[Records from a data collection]
★ ★ ★ ★ ★ ★ ★

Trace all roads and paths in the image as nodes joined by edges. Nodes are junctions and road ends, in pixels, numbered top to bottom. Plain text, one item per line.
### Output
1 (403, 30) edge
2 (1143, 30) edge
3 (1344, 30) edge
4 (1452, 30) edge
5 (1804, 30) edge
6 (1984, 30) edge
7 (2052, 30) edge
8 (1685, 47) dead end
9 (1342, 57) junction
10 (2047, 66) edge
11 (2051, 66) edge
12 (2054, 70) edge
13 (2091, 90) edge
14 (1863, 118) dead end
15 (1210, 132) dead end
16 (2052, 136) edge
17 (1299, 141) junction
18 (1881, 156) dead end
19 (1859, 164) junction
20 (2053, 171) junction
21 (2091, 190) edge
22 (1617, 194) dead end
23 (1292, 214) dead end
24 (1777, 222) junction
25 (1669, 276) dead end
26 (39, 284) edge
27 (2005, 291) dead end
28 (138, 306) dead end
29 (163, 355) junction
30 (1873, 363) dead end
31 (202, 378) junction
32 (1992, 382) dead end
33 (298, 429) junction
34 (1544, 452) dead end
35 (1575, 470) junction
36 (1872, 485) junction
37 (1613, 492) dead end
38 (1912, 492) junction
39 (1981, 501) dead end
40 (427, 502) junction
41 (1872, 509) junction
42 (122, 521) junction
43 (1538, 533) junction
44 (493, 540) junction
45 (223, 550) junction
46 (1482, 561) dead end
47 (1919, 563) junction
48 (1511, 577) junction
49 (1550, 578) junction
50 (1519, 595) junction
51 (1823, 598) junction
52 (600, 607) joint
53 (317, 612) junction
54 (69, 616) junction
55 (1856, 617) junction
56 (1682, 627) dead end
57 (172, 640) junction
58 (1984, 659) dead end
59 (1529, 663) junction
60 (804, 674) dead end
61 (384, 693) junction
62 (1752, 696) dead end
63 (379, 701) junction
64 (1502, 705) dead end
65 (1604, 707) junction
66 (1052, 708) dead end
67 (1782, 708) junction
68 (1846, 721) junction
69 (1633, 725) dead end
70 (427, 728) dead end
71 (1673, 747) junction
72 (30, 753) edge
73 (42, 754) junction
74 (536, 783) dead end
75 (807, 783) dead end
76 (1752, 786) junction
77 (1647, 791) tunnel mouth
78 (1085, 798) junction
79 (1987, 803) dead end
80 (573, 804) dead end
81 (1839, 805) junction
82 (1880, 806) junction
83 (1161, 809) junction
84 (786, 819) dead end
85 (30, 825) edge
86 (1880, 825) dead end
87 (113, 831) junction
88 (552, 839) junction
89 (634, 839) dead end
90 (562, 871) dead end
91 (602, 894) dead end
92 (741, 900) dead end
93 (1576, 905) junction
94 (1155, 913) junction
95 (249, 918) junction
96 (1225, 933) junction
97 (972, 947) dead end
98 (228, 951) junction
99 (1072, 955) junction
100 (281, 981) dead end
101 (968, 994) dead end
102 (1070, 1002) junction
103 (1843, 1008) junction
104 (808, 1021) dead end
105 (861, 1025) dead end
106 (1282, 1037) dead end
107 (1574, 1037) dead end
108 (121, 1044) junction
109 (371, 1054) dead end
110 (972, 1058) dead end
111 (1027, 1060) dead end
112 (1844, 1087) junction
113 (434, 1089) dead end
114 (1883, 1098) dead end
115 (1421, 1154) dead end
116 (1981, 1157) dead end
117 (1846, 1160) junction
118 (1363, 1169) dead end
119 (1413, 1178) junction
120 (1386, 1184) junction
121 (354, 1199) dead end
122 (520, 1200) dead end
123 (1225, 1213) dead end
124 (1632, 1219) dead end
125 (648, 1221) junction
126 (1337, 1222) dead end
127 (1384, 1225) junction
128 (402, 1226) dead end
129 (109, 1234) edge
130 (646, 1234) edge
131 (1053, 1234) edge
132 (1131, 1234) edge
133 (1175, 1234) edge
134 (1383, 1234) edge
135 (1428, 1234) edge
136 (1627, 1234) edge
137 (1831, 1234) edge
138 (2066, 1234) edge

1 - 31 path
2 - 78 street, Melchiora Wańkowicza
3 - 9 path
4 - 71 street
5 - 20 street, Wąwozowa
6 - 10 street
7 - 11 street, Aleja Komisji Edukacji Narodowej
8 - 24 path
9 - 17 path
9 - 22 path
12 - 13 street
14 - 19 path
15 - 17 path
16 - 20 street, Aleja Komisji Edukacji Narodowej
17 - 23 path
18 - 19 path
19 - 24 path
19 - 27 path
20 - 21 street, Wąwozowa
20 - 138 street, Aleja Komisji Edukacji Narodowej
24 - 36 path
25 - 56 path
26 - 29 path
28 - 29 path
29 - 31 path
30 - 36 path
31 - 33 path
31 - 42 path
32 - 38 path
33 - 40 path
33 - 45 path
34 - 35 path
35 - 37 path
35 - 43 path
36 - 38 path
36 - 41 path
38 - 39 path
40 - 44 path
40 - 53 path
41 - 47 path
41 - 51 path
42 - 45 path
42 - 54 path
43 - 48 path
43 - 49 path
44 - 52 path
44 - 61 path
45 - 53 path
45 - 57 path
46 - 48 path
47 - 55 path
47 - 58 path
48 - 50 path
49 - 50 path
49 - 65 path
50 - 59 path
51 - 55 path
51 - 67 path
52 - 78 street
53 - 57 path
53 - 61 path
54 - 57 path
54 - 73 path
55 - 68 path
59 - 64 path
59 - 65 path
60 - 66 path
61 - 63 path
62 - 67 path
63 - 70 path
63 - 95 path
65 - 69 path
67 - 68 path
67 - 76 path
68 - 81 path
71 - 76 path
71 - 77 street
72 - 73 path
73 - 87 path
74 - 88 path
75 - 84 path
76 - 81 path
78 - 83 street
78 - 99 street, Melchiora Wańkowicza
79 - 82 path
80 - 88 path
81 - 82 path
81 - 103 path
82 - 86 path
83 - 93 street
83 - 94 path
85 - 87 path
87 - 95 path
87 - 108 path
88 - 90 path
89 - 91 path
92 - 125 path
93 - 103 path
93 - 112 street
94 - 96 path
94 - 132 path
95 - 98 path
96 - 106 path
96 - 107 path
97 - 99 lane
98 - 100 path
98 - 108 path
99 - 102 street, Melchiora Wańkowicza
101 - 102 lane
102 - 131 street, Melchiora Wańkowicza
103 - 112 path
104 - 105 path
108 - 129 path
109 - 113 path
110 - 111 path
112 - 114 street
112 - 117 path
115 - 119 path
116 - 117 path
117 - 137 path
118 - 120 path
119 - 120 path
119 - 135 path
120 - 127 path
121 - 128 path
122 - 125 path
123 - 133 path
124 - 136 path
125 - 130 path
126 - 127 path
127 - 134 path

★ ★ ★ ★ ★ ★ ★

## PROMPT
From the entries, copy every line in which the word "Narodowej" occurs.

## EXERCISE OUTPUT
7 - 11 street, Aleja Komisji Edukacji Narodowej
16 - 20 street, Aleja Komisji Edukacji Narodowej
20 - 138 street, Aleja Komisji Edukacji Narodowej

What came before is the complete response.